I am yet make the SS tray under the rack , you can see that I have told the same in attached images above.

Thanks,
Regards,
John


----------



## Floandgary (Jan 5, 2015)

He-He! Mount an AIO as a motor and some nice wheels. Could be ready for the street!!! LOL


----------



## grapeman (Jan 5, 2015)

For that type of press, normally the catch pan is a catch tray made from wood. Using the wooden base you just nail or screw 1x2's to the top of the base (make a perimeter box with the 1x2's). A simple hole is drilled into the base near the outside and the whole unit is set up at a slight tilt. As the juice goes through the basket slats or bottom, it drains through the base gridwork and towrds the low side of the tilt. Place a collction bucket or pan under that and you are all set.
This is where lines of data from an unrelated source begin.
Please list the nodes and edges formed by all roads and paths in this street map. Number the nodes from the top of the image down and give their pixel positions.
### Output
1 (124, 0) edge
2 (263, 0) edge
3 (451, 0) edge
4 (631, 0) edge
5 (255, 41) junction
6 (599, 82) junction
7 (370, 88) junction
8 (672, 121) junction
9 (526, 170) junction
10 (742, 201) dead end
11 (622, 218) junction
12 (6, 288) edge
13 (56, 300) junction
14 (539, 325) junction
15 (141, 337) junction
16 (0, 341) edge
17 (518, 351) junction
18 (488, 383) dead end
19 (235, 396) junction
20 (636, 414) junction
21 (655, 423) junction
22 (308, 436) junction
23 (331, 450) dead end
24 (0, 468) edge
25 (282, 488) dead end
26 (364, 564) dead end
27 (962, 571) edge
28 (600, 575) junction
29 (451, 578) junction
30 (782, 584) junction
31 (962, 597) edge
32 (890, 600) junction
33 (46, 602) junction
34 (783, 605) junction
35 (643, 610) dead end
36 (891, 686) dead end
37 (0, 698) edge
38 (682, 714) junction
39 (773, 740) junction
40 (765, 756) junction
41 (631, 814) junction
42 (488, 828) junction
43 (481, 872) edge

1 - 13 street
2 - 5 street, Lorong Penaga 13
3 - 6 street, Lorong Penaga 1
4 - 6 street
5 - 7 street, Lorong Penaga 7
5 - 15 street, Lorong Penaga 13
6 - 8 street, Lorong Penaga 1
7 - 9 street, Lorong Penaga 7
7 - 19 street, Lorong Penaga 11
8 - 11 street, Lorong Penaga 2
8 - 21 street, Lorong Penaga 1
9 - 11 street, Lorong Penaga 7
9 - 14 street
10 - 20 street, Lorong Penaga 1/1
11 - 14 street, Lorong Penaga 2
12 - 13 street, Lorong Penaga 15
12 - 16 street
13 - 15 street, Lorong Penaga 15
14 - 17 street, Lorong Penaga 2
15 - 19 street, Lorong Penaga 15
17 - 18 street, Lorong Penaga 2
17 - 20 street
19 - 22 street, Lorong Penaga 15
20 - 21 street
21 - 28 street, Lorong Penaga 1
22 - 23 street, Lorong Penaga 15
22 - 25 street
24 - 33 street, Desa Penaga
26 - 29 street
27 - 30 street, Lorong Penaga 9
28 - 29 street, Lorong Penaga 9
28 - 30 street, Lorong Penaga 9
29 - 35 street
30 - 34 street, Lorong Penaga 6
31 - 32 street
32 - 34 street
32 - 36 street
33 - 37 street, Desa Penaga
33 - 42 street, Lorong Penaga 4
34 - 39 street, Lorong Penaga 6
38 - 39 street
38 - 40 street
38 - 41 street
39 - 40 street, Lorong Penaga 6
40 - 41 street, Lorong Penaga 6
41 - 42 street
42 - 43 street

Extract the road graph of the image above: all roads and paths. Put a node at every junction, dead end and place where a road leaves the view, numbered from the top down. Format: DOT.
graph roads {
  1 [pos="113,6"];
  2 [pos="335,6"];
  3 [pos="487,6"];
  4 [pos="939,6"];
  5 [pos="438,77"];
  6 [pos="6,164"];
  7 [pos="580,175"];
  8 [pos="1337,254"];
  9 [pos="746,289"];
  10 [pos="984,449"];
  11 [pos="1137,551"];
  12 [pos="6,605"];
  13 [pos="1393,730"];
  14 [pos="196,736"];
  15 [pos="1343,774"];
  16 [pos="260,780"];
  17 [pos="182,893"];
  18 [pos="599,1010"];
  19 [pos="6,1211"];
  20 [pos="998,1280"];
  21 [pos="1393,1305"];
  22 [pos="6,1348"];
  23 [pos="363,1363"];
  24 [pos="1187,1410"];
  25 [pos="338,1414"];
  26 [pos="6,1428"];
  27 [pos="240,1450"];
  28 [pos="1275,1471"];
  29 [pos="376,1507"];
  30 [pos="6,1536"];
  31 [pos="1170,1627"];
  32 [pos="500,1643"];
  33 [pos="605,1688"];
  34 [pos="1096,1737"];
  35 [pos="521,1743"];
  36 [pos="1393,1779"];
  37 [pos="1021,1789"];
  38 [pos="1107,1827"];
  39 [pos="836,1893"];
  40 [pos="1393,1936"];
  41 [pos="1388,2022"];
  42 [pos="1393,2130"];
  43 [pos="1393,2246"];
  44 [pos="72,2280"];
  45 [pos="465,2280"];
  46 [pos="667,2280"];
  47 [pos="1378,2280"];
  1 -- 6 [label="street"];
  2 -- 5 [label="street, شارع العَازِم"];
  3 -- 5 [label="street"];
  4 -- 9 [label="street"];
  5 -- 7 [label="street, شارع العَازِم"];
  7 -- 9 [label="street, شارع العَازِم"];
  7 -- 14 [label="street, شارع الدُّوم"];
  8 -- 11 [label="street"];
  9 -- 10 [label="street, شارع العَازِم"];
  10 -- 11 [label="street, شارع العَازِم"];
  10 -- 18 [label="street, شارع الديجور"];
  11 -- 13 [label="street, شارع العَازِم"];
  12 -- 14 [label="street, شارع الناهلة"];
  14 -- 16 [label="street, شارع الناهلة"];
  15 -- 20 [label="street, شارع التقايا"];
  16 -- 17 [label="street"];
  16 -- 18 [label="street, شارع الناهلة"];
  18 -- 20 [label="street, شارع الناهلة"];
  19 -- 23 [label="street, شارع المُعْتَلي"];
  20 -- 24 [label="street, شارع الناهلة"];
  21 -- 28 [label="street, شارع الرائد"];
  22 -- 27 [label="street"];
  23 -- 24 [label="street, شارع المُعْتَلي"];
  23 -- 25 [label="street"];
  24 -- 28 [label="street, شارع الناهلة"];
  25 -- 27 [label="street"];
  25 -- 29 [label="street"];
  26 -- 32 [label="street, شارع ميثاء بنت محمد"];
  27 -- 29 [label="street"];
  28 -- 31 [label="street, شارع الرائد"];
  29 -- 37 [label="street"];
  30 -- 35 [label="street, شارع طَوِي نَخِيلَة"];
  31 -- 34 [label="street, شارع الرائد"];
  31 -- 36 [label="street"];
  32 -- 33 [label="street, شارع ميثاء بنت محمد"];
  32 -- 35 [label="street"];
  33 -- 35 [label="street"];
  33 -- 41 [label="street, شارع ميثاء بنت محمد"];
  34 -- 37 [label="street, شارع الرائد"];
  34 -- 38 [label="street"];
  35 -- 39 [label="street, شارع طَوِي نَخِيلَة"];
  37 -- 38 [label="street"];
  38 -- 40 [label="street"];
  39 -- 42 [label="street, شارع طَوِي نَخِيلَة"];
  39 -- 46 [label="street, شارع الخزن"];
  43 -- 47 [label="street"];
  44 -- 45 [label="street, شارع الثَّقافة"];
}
http://www.happyvalleyranch.com/Pioneer-Cider-Press-Grinder_p_10.html


----------



## john_udt (Jan 19, 2020)

All the wooden parts where bought from your shop long time back ..You did the shipping to my friend in USA.. Good to see you have likes the post ..Hope you are doing Good ...Have a Great New year ..


----------



## Sage (Jan 19, 2020)

A friend who owns a commercial orchard made his own cider press. He used a piece of heavy wall PVC, large diameter water pipe. Not sure where he got it. It's about 18" in diameter. He cut short slits around it with a saw.

He uses a hydraulic ram, but a screw would work fine.


----------